La frase comparsa in un settimanale vicino al partito Liberale Austriaco aveva l'obiettivo di attaccare l'avversario politico.

di Daniela Santoni 13 dicembre 2012 22:37
Maria Vassilakou Partito dei Verdi austriaco

“Le donne? Stanno bene in cucina lo dice la genetica”. Una frase indubbiamente intrisa di misoginia comparsa in un settimanale vicino al partito liberale austriaco con la finalità di attaccare l’avversario politico. E in questo caso l’avversario è la vice sindaco di Vienna, Maria Vassilakou esponente del partito dei Verdi. La frase della discordia è infatti posta accanto a una fotografia dove è ritratta Maria Vassilakou. L’esponente dei Verdi sta cucinando un piatto tradizionale della cucina ellenica, e sotto di lei compare una scritta dall’intento offensivo: “Si trova sul posto di lavoro deciso dalla genetica. Al governo del Comune di Vienna i Verdi ed anche Maria Vassilakou provocano sicuramente più danni”.

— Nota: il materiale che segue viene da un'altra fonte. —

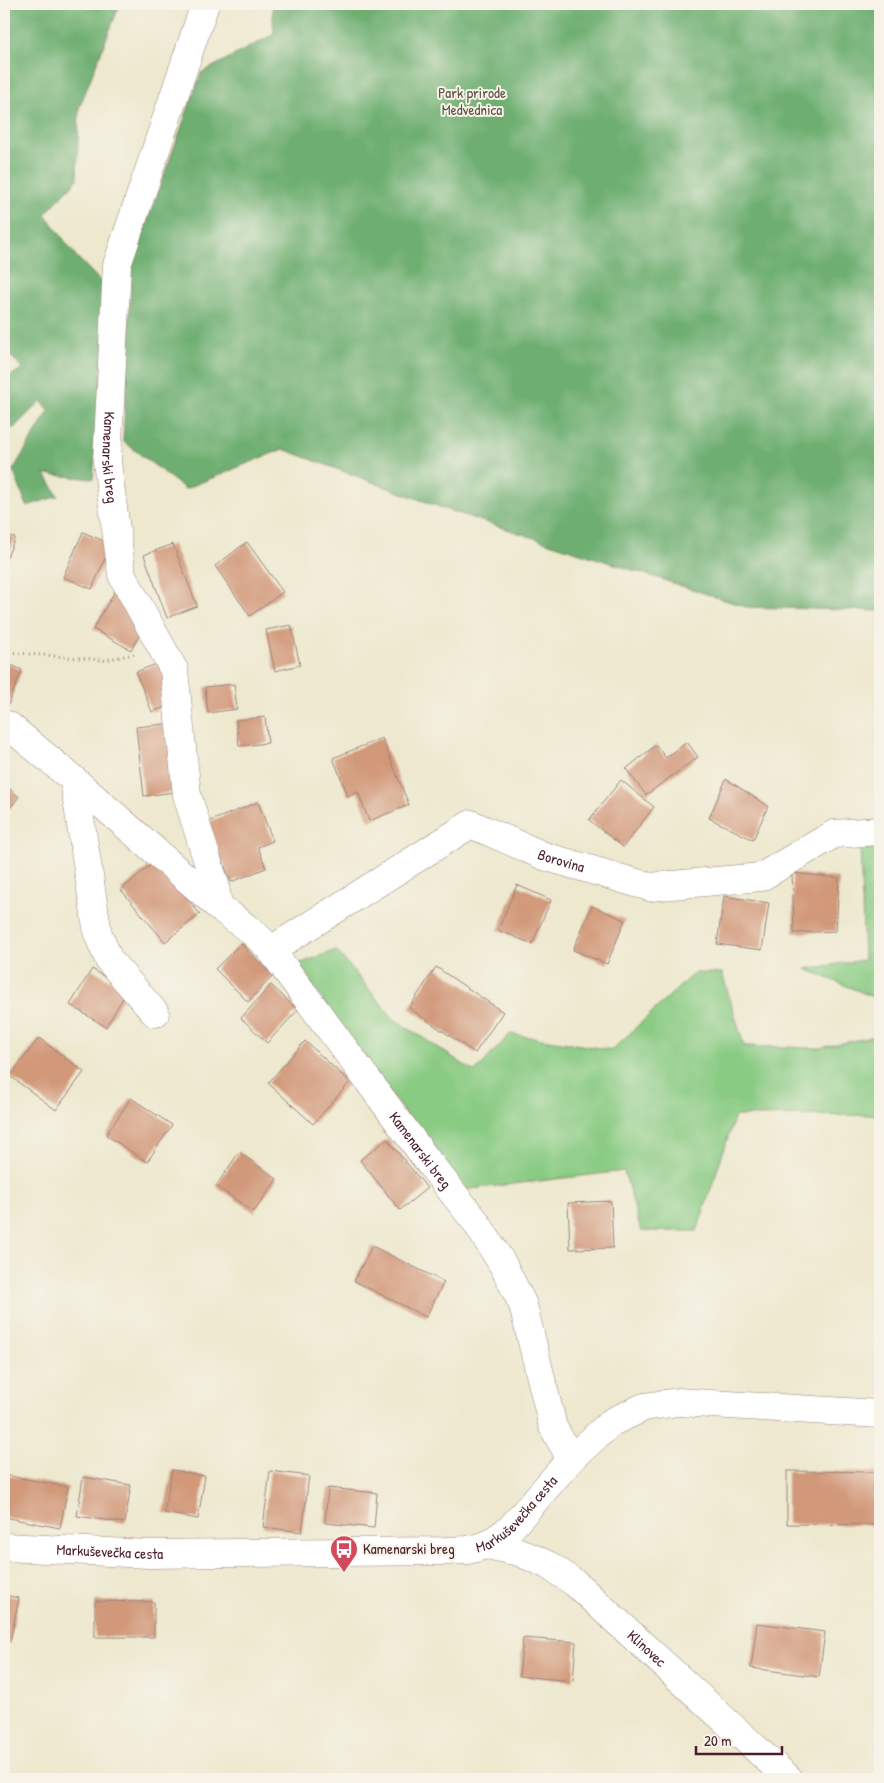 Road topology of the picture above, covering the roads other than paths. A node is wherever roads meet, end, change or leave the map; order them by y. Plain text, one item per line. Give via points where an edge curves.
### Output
1 (205, 4) edge
2 (4, 724) edge
3 (74, 780) junction
4 (880, 831) edge
5 (218, 906) junction
6 (270, 950) junction
7 (155, 1013) dead end
8 (880, 1414) edge
9 (571, 1459) junction
10 (487, 1545) junction
11 (4, 1547) edge
12 (789, 1779) edge

1 - 5 street, Kamenarski breg via 117,265 107,462 122,575 174,670 187,795 215,885
2 - 3 street, Kamenarski breg
3 - 5 street, Kamenarski breg
3 - 7 street via 98,934 109,960
4 - 6 street, Borovina via 834,834 761,877 650,887 544,856 471,824
5 - 6 street, Kamenarski breg via 255,934
6 - 9 street, Kamenarski breg via 476,1222 503,1265 523,1305 553,1427
8 - 9 street, Markuševečka cesta via 678,1402 644,1407 612,1422
9 - 10 street, Markuševečka cesta via 510,1530
10 - 11 street, Markuševečka cesta via 445,1552 149,1554
10 - 12 street, Klinovec via 519,1552 548,1565 575,1583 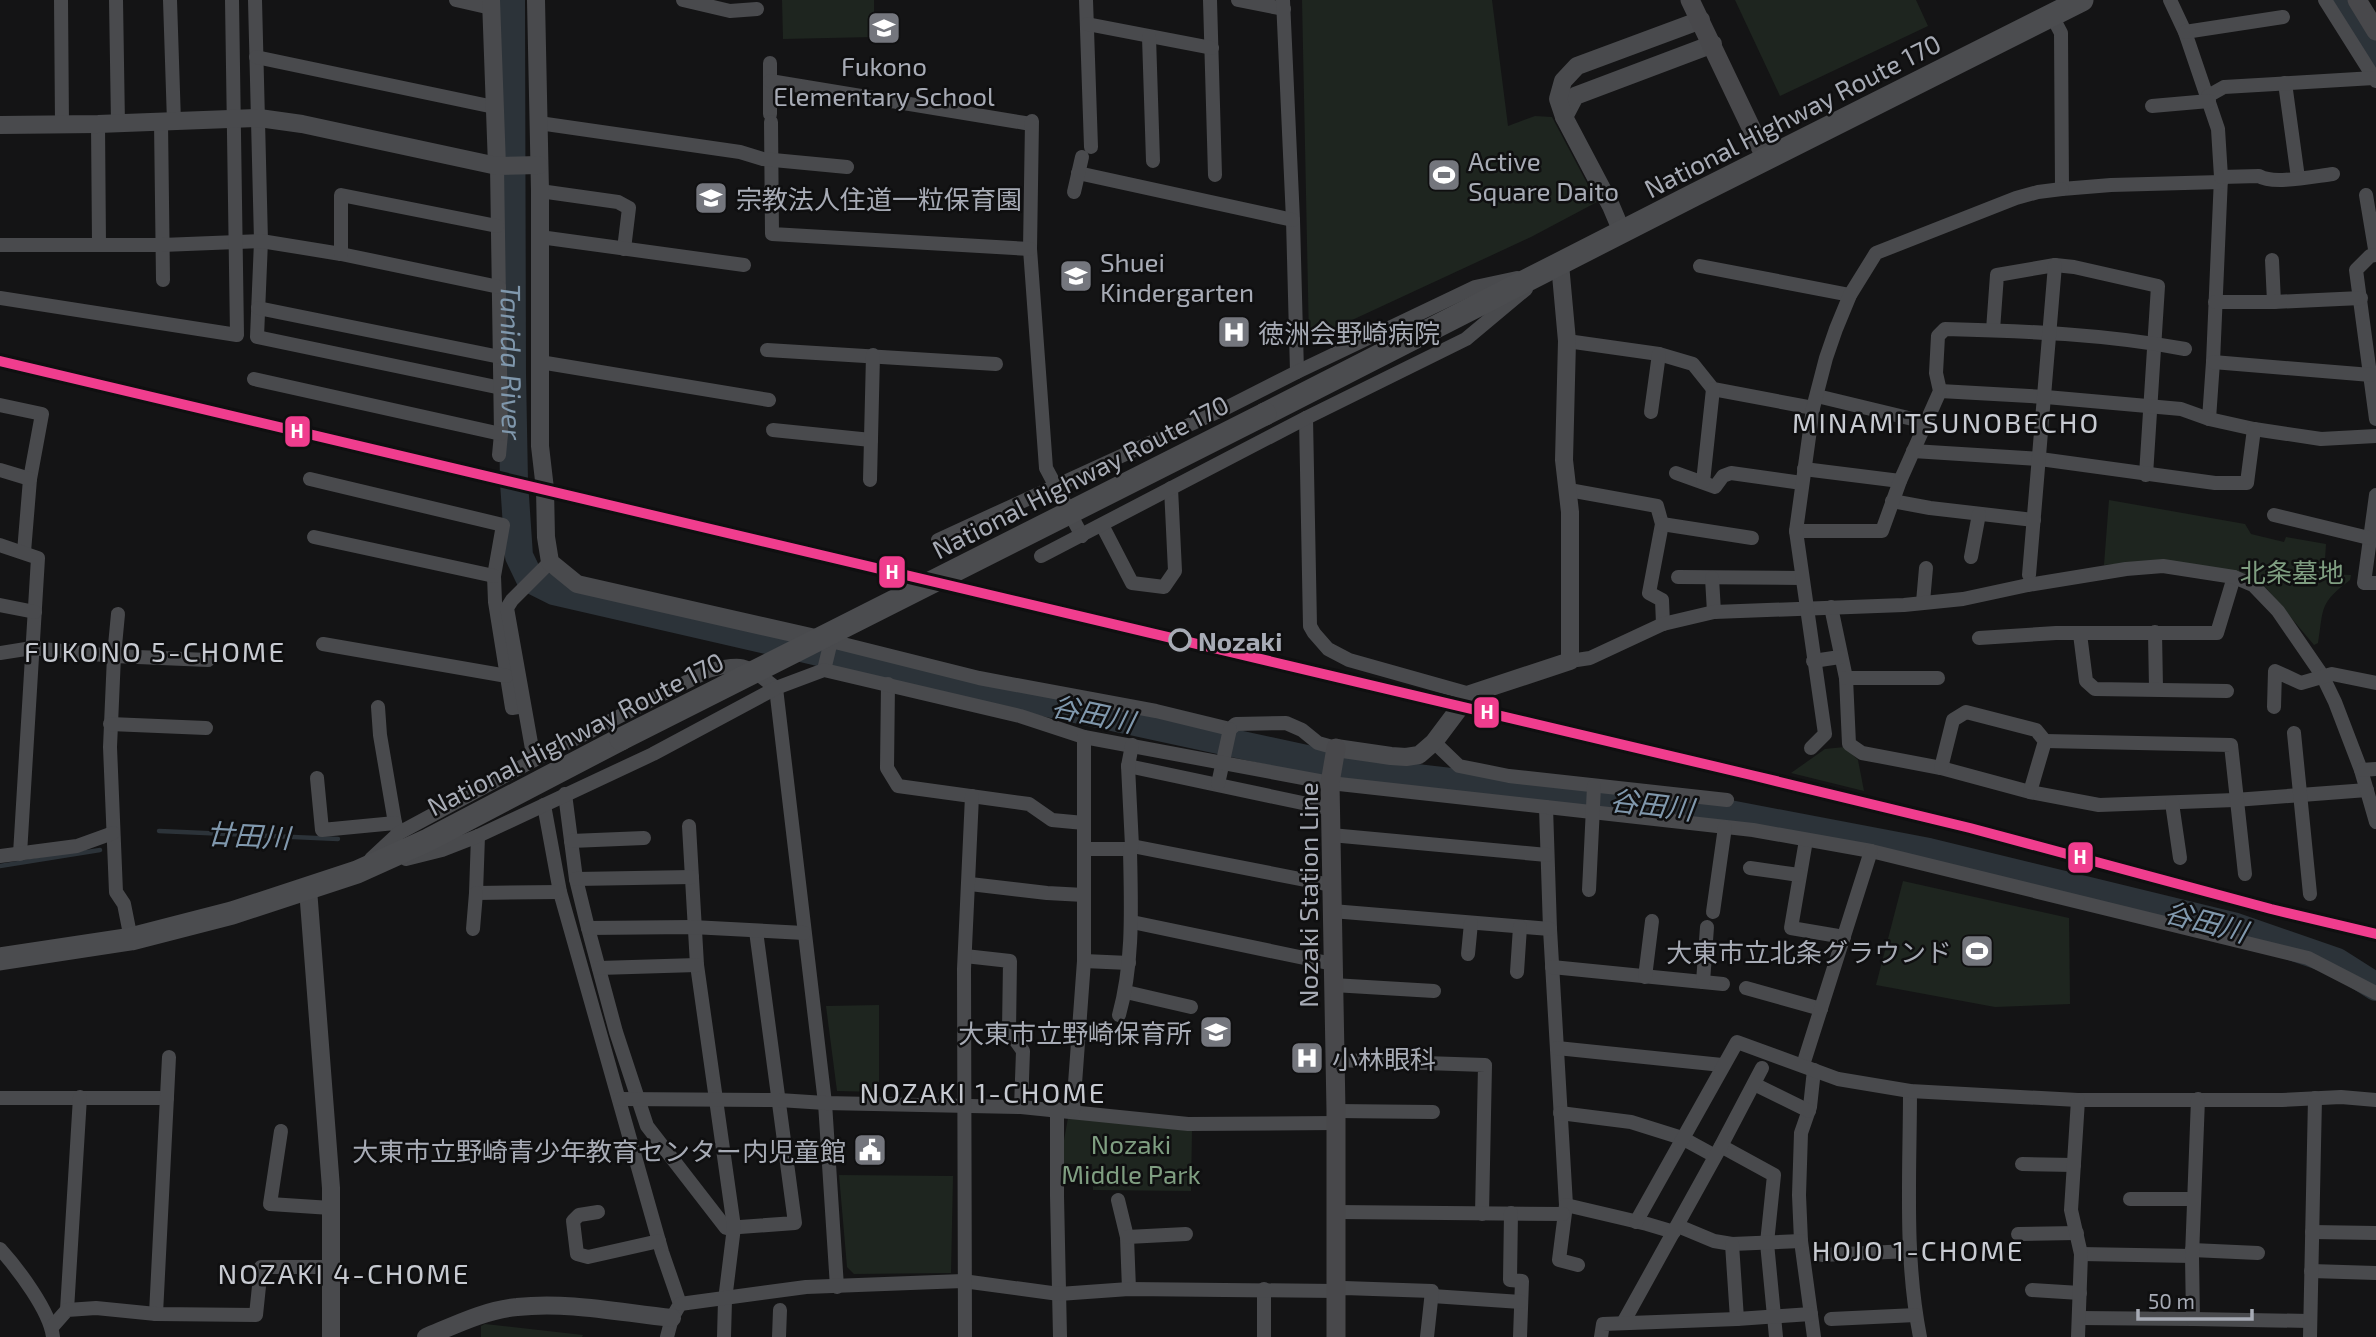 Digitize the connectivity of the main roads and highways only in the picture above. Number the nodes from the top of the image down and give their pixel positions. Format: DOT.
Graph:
graph roads {
  1 [pos="1690,0"];
  2 [pos="2357,0"];
  3 [pos="2067,6"];
  4 [pos="2376,32"];
  5 [pos="1766,159"];
  6 [pos="1336,752"];
  7 [pos="0,959"];
  8 [pos="1336,1337"];
  1 -- 5 [label="main road"];
  2 -- 4 [label="main road"];
  3 -- 5 [label="highway, National Highway Route 170"];
  5 -- 7 [label="highway, National Highway Route 170, bridge"];
  6 -- 8 [label="main road, Nozaki Station Line"];
}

Il commento è apparso in una rivista che si chiama “Zur Zeit”, che ha come editori due persone legate alla destra xenofoba austriaca, i liberali, che a cavallo del secolo scorso furono guidati da Haider. La fotografia è inserita in un articolo che attacca la politica del Comune di Vienna, il cuore della sinistra austriaca, che amministra la metropoli sul Danubio ininterrottamente dal dopoguerra. Zur Zeit appartiene ad un parlamentare europeo, Andreas Mölzer, che fa parte dell’ala nazionalista del partito Freiheitliche Partei Österreichs, il partito liberale dell’Austria, che persegue il pangermanismo. Il conservatorismo spinto di queste posizioni si riflette anche nell’attacco alla vice sindaco di Vienna e a tutte le donne, che secondo Zur Zeit dovrebbero stare sempre in cucina perchè questo dice la genetica. Al momento la diretta interessata non ha ancora risposto, anche se non è da escludere una polemica vista l’incipiente campagna elettorale per le federali austriache. Certo è che la sinistra ha nel Comune di Vienna una sua roccaforte, in quanto amministra sin dal dopoguerra la città e magari il sindaco opterà per un nobile no comment. D’altronde la frase oltre ad aver offeso la nota amministratrice solleverà l’ira di tante donne stanche di essere oggetto di simili asserzioni.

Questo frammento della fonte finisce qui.